Bize kısaca yapılan anlaşmanın koşullarından bahseder misin? Kuzey Şangu anlaşmasında neler yazıyor?
Bu anlaşma aslında karşılıklı bir saldırmazlık sözleşmesi özelliği taşıyor. Çinliler tarafından aralıkla örülen savunma duvarları Huyenlerle Çinliler arasındaki sınırı oluşturuyor. İki taraf birbirlerinin topraklarına girmeyeceklerini garanti ediyor. Huyenler, sınırı ihlal eden boyları cezalandırmaya söz veriyor. Çinliler, sınırı geçen olursa yakaladıklarını Huyenlere teslim ediyor ve Çin elçilerinin gözleri önünde Huyenler tarafından başları vurularak cezalandırılıyor. Bu anlaşma ne kadar işleyebilir bunu hep birlikte göreceğiz. Ancak iki taraf da bundan yararlanacak gibi görünüyor. Çinliler, tanımadıkları topraklarda büyük maliyetlere yol açan savaşlardan kurtuldukları gibi köylerini ve kasabalarını Hun boylarının akınlarından korumayı umuyor. Huyenler ve onların başındaki Aşina Hanedanı ise Çinliler tarafından doğrudan muhatap alınmanın avantajını kullanarak diğer boylar üzerindeki etkinliklerini arttırıyorlar.
Son olarak, bu anlaşmanın ne kadar sürdürülebilir olduğunu ve sonuçlarını yorumlamanı rica ediyorum.

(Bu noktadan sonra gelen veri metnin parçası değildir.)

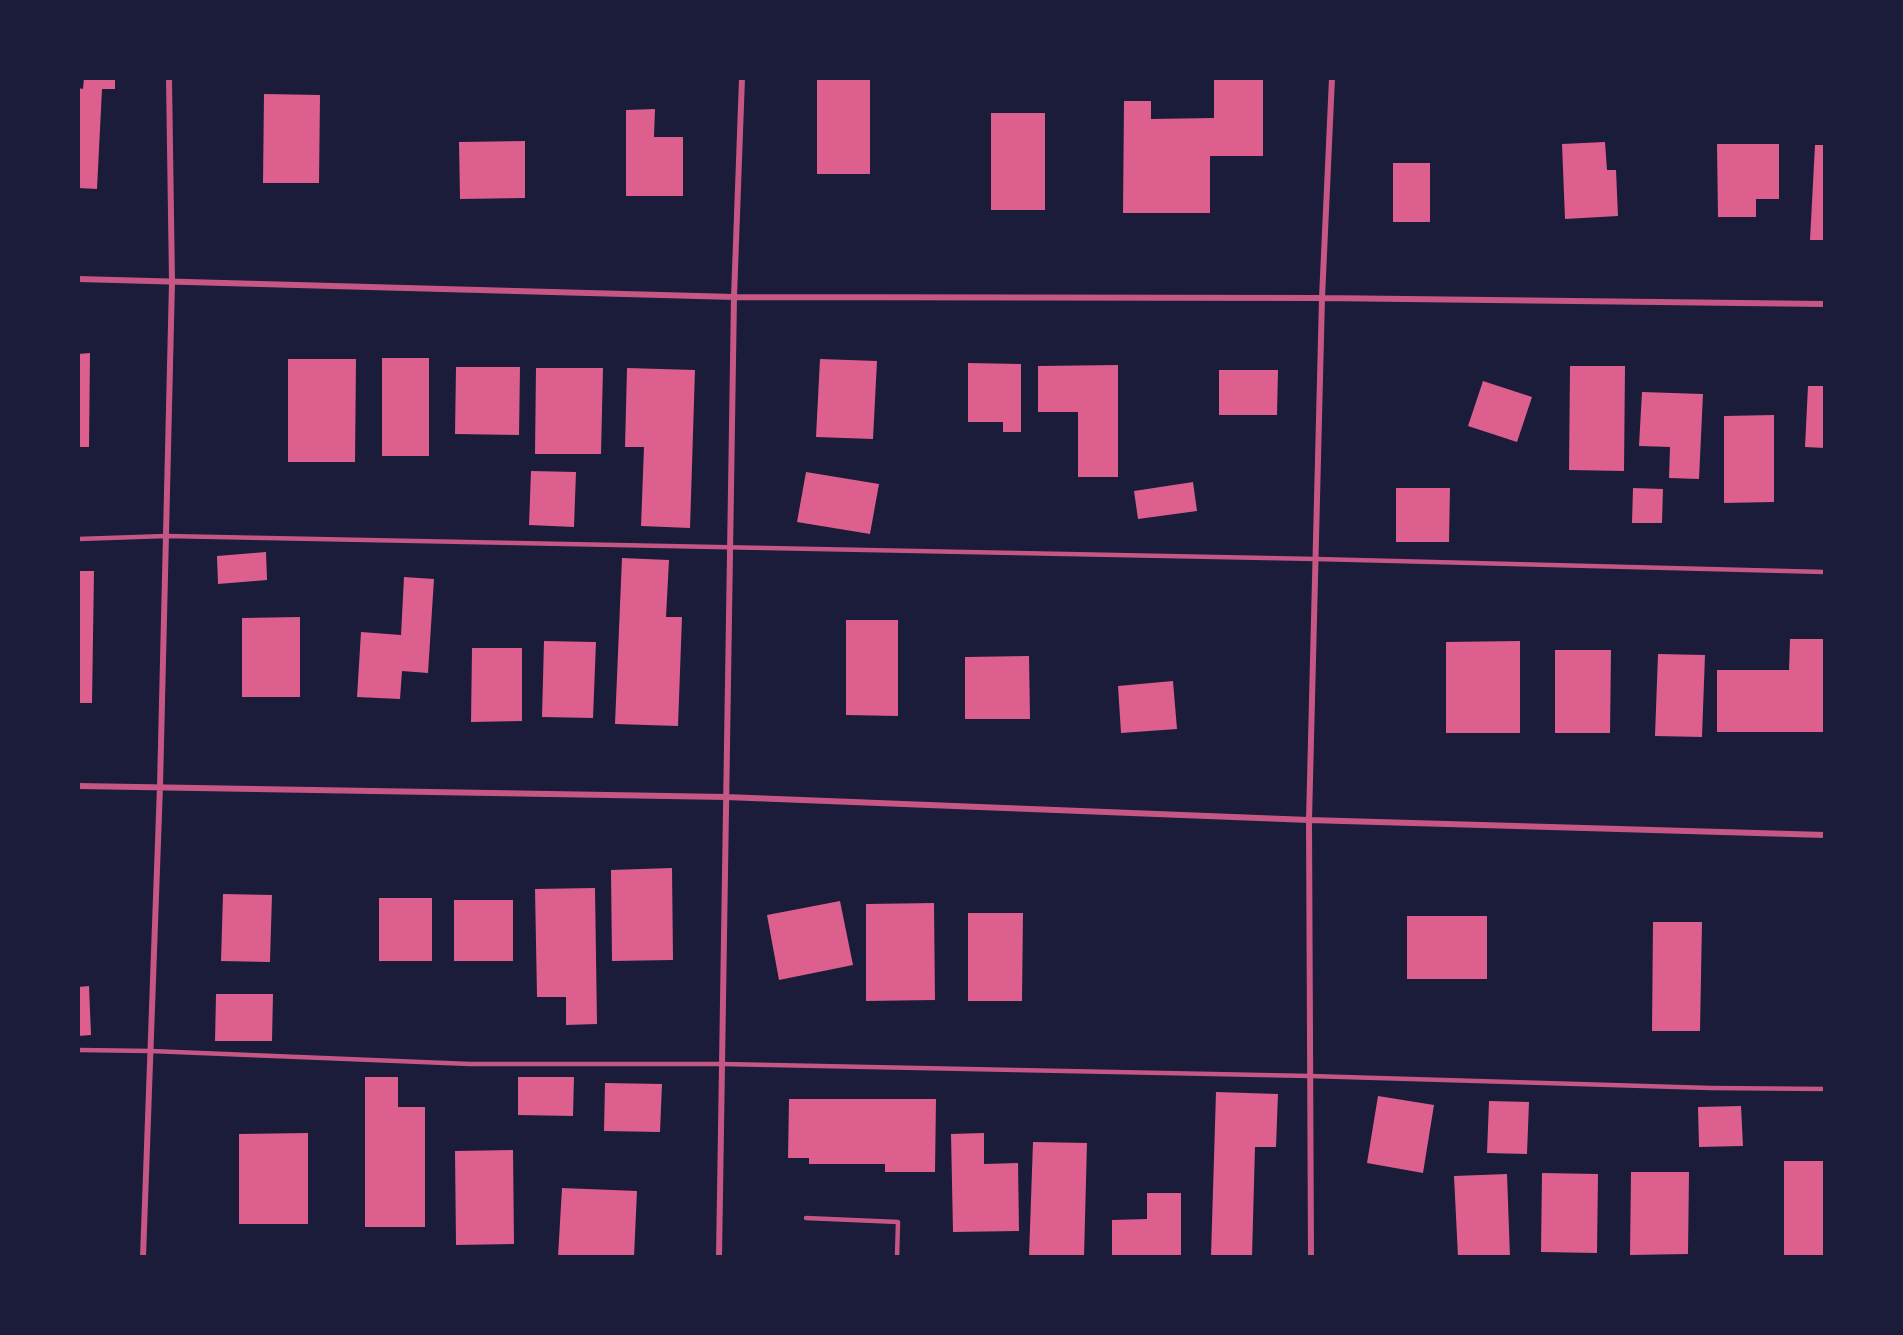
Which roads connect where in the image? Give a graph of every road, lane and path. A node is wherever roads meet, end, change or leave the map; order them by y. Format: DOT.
graph roads {
  1 [pos="169,78"];
  2 [pos="742,78"];
  3 [pos="1332,78"];
  4 [pos="78,279"];
  5 [pos="172,282"];
  6 [pos="734,297"];
  7 [pos="1322,298"];
  8 [pos="1825,304"];
  9 [pos="166,536"];
  10 [pos="78,539"];
  11 [pos="730,547"];
  12 [pos="1316,559"];
  13 [pos="1825,572"];
  14 [pos="78,786"];
  15 [pos="160,786"];
  16 [pos="726,797"];
  17 [pos="1309,820"];
  18 [pos="1825,836"];
  19 [pos="78,1050"];
  20 [pos="151,1051"];
  21 [pos="722,1064"];
  22 [pos="1310,1077"];
  23 [pos="1825,1089"];
  24 [pos="806,1218"];
  25 [pos="143,1257"];
  26 [pos="719,1257"];
  27 [pos="897,1257"];
  28 [pos="1311,1257"];
  1 -- 5 [label="street"];
  2 -- 6 [label="street"];
  3 -- 7 [label="street"];
  4 -- 5 [label="street"];
  5 -- 6 [label="street"];
  5 -- 9 [label="street"];
  6 -- 7 [label="street"];
  6 -- 11 [label="street"];
  7 -- 8 [label="street"];
  7 -- 12 [label="street"];
  9 -- 10 [label="lane"];
  9 -- 11 [label="lane"];
  9 -- 15 [label="street"];
  11 -- 12 [label="lane"];
  11 -- 16 [label="street"];
  12 -- 13 [label="lane"];
  12 -- 17 [label="street"];
  14 -- 15 [label="street"];
  15 -- 16 [label="street"];
  15 -- 20 [label="street"];
  16 -- 17 [label="street"];
  16 -- 21 [label="street"];
  17 -- 18 [label="street"];
  17 -- 22 [label="street"];
  19 -- 20 [label="lane"];
  20 -- 21 [label="lane"];
  20 -- 25 [label="street"];
  21 -- 22 [label="lane"];
  21 -- 26 [label="street"];
  22 -- 23 [label="lane"];
  22 -- 28 [label="street"];
  24 -- 27 [label="lane"];
}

Yazılı anlaşma kültürünün Asya’nın bu bölgesi için çok yeni olduğunu söyleyebiliriz. Dolayısıyla ne kadar bağlayıcı olabileceğini zaman gösterecek. Ancak şurası açık, bu anlaşma Hun Türkleri için devletleşme yönünde atılan büyük bir adım olabilir. Kısa bir süre sonra Hun boylarını birleştiren bir bozkur federasyonu oluşursa kimse şaşırmayacak. Çinliler de bunun farkında; çünkü hazır geçici bir barış sağlanmışken parçalar halinde yapılan savunma duvarlarının uzatilarak birleştirilmesi gerektiği konuşulmaya başlandı bile!
***
Zaman Mekan Televizyonundan bir kez daha bizi izleyenlere ve elbette ilkçağ muhabirimiz Defne Demeter’e teşekkür ediyoruz. Bir sonraki Zaman yolcusunda yeniden buluşmak üzere, esenlikler diliyoruz.